Lights, cameras and interactive online learning
When Eleonora Puglia realised that online learning was here to stay for 2021, she quickly became an unexpected expert on interactive learning, developing a state-of-the art technology hub which allowed students to be immersed in practical experiments. Her trusted source of information? Her 14-year-old son.
When you walk into the backroom of the teaching laboratories of the Doherty Institute, you would be forgiven for thinking you had walked into a professional streaming studio.
Multiple cameras are mounted to the bench, another is attached to a microscope and an iPad is docked ready to capture roaming footage in the lab. The system is all linked to an intricate control panel, cables have been neatly secured and additional LED studio lighting ensure the presenter is well lit.
However, the professional system was not designed by an audio-visual expert, or someone with experience in video production. It was created by the Teaching team at the Doherty Institute who realised the need for an interactive learning experience when it came to practical classes.
In an average year, the teaching staff at the Doherty Institute lead 12 practical laboratory subjects for their 5,000 undergraduate and postgraduate students.
The practical classes are a critical component of their teaching, with the students able to gain hands on experience at performing particular techniques and put the theory they learn in lectures into real life context.
While 2020 had seen the team in the preparatory lab (Ms Puglia, Ms Nicole Kountouri, Ms Wendy Larrad and Ms Christine Alaan) do an incredible job at quickly adapting to an online learning model, capturing photos and videos of experiments which students could later view. They were aware the experience was still lacking.
“When we first went online, we had been working with still photos, so the first step taken was recording videos of certain techniques pertinent to the practicals.
“It was a lot better, but the students still weren’t getting the opportunity to interact with us, to look at what was happening on the bench and ask live questions as we worked,” Ms Puglia says.
With no background in video production and having taught herself the basics to establish the video library, she began looking for ways to innovate.
“It started with some of the med students, I just set up a simple tripod and webcam connected to Zoom,” explains Ms Puglia.
“But then they wanted more. They were asking to be able to see the stained slides under the microscope. They wanted to see more and be more involved.”
With no one in the team particularly adept at audio visual and the limitations of lockdown, Ms Puglia turned to a source close to home, her fourteen-year-old son, Antonio.
“He’s really into technology, so he understands the language. I would tell him what I wanted to achieve, and he would just tell me how to achieve it and what I needed to buy,” says Ms Puglia.
“Our control panel for instance, is something gamers use. We’ve programmed in the different camera streams, and it allows us to easily flick between them as we teach.
“Rather than having to return to the computer desktop each time and change programs, we can just hit these shortcuts and go from talking to the camera, to showing an overhead shot of the bench or look at a slide under the microscope.

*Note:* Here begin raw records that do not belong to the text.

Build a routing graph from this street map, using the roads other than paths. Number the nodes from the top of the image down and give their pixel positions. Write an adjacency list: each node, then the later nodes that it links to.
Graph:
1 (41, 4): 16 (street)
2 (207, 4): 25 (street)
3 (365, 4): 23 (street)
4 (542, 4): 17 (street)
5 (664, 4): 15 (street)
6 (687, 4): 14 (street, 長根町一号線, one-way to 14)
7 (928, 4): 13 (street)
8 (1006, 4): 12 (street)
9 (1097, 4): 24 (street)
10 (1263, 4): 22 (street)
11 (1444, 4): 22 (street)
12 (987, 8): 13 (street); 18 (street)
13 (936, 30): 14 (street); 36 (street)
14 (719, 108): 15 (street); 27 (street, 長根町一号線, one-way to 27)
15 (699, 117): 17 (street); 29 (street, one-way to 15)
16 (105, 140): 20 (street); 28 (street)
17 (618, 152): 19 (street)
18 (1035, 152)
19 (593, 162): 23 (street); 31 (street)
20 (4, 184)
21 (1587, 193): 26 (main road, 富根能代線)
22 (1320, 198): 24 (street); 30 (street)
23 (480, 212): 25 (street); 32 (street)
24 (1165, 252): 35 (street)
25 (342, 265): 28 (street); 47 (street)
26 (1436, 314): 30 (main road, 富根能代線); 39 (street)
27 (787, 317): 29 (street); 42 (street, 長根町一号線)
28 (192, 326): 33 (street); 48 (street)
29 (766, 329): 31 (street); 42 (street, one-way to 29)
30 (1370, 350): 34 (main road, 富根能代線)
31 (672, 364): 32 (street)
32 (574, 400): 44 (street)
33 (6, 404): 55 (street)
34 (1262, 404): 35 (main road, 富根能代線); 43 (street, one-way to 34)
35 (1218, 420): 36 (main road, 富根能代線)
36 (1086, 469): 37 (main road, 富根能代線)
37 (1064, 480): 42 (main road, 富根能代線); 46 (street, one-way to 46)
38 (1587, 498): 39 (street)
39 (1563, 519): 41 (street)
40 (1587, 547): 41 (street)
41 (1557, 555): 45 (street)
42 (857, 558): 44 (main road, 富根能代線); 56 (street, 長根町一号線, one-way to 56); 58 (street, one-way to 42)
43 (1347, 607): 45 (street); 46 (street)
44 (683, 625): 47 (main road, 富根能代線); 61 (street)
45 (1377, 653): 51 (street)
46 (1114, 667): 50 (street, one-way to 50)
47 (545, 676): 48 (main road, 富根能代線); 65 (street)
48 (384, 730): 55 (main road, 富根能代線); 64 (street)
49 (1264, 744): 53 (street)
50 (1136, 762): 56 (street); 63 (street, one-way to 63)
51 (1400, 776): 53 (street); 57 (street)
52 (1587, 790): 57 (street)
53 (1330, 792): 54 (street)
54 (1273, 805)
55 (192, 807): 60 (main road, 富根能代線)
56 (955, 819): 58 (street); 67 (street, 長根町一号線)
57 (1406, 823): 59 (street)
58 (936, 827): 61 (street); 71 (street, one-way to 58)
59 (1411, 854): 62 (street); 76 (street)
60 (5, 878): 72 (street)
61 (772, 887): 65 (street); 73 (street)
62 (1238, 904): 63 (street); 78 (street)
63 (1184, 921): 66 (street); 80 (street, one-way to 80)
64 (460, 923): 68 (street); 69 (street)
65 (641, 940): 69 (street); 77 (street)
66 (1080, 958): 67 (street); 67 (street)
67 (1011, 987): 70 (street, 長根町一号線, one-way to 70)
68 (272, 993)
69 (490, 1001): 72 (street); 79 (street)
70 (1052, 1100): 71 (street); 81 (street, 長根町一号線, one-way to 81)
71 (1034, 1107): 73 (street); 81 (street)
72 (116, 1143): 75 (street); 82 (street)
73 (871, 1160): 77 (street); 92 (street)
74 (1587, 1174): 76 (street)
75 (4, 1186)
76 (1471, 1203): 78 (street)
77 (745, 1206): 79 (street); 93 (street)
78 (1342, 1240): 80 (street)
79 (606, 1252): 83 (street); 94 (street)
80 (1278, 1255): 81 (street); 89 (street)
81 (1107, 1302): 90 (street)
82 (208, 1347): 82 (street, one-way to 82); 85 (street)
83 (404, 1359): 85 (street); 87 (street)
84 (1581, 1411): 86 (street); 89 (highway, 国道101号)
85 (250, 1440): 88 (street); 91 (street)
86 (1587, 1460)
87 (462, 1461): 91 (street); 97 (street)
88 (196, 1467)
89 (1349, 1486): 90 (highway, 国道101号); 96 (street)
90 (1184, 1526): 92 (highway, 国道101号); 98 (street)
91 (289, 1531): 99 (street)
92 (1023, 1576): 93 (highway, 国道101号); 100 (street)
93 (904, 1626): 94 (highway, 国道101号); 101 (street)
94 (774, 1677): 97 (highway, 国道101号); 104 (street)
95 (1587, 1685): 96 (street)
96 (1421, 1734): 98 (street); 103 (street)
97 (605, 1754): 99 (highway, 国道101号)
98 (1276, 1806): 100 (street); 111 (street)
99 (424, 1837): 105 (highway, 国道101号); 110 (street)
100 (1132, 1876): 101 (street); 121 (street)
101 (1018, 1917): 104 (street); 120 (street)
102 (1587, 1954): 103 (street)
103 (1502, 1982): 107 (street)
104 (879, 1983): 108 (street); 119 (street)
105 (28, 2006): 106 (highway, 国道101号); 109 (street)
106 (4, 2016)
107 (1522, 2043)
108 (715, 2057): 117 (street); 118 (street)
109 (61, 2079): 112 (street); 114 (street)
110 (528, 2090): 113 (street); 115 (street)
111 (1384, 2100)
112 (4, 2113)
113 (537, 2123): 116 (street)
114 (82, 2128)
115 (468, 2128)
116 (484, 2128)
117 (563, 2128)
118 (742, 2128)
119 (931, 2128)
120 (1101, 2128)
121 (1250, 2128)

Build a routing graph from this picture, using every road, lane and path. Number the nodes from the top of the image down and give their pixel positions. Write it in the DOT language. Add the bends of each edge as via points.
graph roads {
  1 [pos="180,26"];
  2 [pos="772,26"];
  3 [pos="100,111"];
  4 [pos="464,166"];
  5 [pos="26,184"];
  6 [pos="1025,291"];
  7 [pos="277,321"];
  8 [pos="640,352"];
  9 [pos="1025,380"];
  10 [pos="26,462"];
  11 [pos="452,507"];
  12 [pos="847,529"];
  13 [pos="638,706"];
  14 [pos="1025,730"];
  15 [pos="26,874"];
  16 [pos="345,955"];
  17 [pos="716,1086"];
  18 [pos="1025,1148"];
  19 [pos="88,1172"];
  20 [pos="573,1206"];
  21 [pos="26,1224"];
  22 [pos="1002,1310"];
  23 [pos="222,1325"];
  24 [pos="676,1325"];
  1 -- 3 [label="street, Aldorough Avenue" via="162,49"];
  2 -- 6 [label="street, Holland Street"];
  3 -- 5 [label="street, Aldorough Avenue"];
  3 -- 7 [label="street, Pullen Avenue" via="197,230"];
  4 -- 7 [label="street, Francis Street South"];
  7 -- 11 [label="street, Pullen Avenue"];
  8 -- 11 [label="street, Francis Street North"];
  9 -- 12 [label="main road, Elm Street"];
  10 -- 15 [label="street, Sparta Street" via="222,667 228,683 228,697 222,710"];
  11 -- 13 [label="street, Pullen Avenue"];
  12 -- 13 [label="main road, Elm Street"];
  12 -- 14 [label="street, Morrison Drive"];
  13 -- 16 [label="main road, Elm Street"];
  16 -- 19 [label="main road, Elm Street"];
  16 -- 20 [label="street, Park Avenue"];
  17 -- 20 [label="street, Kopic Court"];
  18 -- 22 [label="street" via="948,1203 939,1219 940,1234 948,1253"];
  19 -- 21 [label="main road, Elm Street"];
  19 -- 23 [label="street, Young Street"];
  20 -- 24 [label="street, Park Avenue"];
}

It’s a streamlined experience.”
When the team brought their solutions to University of Melbourne Dr Jessica Welch, Senior Lecturer, she encouraged them to run with it.
“We had actually received a number of funding grants for online learning for various subjects, so we pooled the money to enable Eleanora to purchase the equipment she needed,” explains Dr Welch.
“We had seen what she had achieved in 2020 setting up all the videos, so we trusted her completely to go ahead and purchase what was needed. What she has produced is incredible, she has gone so far above and beyond.”
The system is now so detailed that an instructor can place something under the microscope and ask the students in a Zoom room to circle what they see and annotate it.
The team have since shared their set up with other labs at the university and around the precinct.
University of Melbourne Dr Sophie Paquet-Fifield, a Senior Lecturer at the Doherty Institute, worked with the university’s Innovation and Engagement Manager to create a TikTok showcasing what the system could do and she has since shared it at several international conferences and with teams around the University.
With the laboratory returning to face-to-face learning, the system will still play an important role in the learning experience.
“We use it now in a hybrid format for those students who are unwell, or still living overseas and aren’t able to be here,” says Dr Welch.
“Also having a library of content going forward will be invaluable. Because we are working in a restricted facility, students aren’t allowed to bring their phones in to take photos or record demonstrations like they can in some other labs. To have these materials they can refer to is going to be so useful for them.”
The team also now have a an online practical delivery specialist in teaching lab technical officer Ms Kountouri.